Si la qualité des soins n'est habituellement pas contestée, il n'en va plus de même pour la recherche qui est passée progressivement sous l'influence de l'INSERM. Mais je ne connais pas suffisamment ce sujet pour poursuivre plus avant.

 

Par contre, l'enseignement de l'avis général est demeuré le parent pauvre de cette prestigieuse trilogie qui a distribué plus de titres de Professeur que de véritables méthodes pédagogiques permettant de former un corps d'enseignants efficace.

 

Au moment où les possibilités offertes par les techniques audio-visuelles se sont développées et généralisées, on reste consterné par l'indifférence des étudiants pour des exposés effectués devant des salles quasiment vides.

 

Où est le temps où un Roger COUVELAIRE tenait en haleine un amphithéâtre bondé sur le cancer de la prostate?
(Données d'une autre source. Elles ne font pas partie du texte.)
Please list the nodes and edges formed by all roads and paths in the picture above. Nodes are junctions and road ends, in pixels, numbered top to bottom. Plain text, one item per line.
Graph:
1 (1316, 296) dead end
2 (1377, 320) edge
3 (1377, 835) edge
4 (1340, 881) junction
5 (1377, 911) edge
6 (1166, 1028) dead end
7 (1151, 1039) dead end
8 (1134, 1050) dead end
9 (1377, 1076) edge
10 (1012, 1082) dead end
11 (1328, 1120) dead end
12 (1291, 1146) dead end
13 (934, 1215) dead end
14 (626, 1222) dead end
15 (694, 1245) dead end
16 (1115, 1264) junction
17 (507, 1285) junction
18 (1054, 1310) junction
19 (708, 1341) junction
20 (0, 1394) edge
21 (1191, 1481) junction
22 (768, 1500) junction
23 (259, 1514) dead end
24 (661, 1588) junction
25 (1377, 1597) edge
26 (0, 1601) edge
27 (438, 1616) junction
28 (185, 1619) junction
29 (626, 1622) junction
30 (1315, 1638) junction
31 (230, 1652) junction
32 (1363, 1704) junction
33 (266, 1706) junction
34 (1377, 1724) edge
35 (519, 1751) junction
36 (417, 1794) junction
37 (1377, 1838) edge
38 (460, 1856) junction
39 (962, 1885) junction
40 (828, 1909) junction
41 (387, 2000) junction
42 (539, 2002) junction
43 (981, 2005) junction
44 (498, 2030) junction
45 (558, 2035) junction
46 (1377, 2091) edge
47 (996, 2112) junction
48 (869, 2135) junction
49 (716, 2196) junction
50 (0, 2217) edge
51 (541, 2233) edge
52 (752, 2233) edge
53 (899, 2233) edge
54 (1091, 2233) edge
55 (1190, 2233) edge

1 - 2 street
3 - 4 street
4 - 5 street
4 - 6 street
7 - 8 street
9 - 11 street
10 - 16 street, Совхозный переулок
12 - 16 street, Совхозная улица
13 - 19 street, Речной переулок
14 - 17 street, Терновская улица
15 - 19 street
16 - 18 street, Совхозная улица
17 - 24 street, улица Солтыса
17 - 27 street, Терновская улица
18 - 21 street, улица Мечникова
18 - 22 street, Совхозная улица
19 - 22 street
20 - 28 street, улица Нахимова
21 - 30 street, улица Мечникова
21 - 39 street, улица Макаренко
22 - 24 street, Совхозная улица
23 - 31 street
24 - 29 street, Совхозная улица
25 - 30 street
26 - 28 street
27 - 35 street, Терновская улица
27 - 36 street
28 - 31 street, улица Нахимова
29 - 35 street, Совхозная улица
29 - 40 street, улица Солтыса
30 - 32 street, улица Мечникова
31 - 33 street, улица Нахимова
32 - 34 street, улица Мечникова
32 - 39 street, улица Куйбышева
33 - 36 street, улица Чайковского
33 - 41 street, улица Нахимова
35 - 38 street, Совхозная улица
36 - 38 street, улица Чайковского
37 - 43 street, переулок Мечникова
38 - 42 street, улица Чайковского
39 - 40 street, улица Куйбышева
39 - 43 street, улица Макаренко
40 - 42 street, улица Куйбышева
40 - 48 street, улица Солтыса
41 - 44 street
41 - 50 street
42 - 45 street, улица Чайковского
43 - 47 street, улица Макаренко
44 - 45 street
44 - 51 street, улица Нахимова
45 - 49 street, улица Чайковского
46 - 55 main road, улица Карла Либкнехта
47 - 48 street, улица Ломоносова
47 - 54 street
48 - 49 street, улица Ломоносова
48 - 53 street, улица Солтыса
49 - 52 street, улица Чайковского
Où est l'accent si particulier d'un Henri MONDOR captivant une salle comble et mimant tout d'un coup le "cri du Douglas" d'une grossesse extra-utérine en voie de rupture ? Quel est celui d'entre nous qui aurait perdu le souvenir des explications talentueuses d’un ROUVIERE décrivant l'évolution embryologique de l'arrière cavité des épiploons tout en improvisant au tableau des coupes anatomiques dans tous les plans de l'espace dont il avait seul le secret ?

 

Plus près de nous, Raymond VILAIN que j'ai parfois surnommé "le Robert LAMOUREUX ou le COLUCHE de la chirurgie" savait, comme Jean BENASSY, émailler ses propos de réflexions inattendues, de comparaisons surprenantes qui déclenchaient le rire tout en instruisant un auditoire tenu jusqu'à la fin sous le charme de l'orateur.

 

On pouvait mesurer le succès d'un orateur à l'affluence de ses auditeurs qui venaient tôt pour être assis, même sur les marches de l’amphi ou qui n'hésitaient pas à l'écouter stoïquement debout. Certains cours magistraux étaient salués par des applaudissements prolongés comme au théâtre lorsque la troupe a su mettre la pièce en valeur.

 

N'est pas enseignant qui veut : il faut avoir une bonne diction, un micro bien orienté, une voix bien timbrée, un débit variable selon les phases de l'exposé, savoir émailler son propos de réflexions appropriées, l'accompagner par une gestuelle calculée, bref, faire du théâtre justement pour faire passer le message qui doit être retenu.

 

Depuis la disparition de l'oral à l'internat de grand-papa, un des principaux défauts de la Réforme DEBRE tient précisément à cette suppression, puis à celle de la fameuse leçon d'agrégation qui permettait de juger sur le vif les capacités pédagogiques réelles d'un futur professeur. On sait bien que tout candidat n'était pas toujours jugé sur ses mérites personnels mais plus souvent sur son environnement et ses soutiens... mais lorsque la compétition était vive entre deux candidats de valeur comparable, l'épreuve orale pouvait influencer le jury et faire la différence.

 

De l'avis général, l'enseignant d'aujourd'hui même s'il est pleinement compétent sur le sujet qu'il traite, n'a pas toujours les qualités requises s'il n'est pas d'abord un bon acteur sachant capter l'attention de son auditoire.

 

Certains ne se donnent même pas la peine d'articuler et bafouillent, d'autres encore paraissant fatigués, ne cherchent pas à forcer leur talent et deviennent inaudibles. Quant à ceux qui ne savent même pas se servir d'un micro, il ne doivent pas s'étonner de parler devant des bancs vides...!

 

Pourtant, ils sont très instruits mais ne savent pas s'exprimer en public. Par contre, ils peuvent même être d'excellents opérateurs et leur enseignement silencieux par le geste n'est alors réellement efficace que pour ceux qui suivent le déroulement de l'intervention.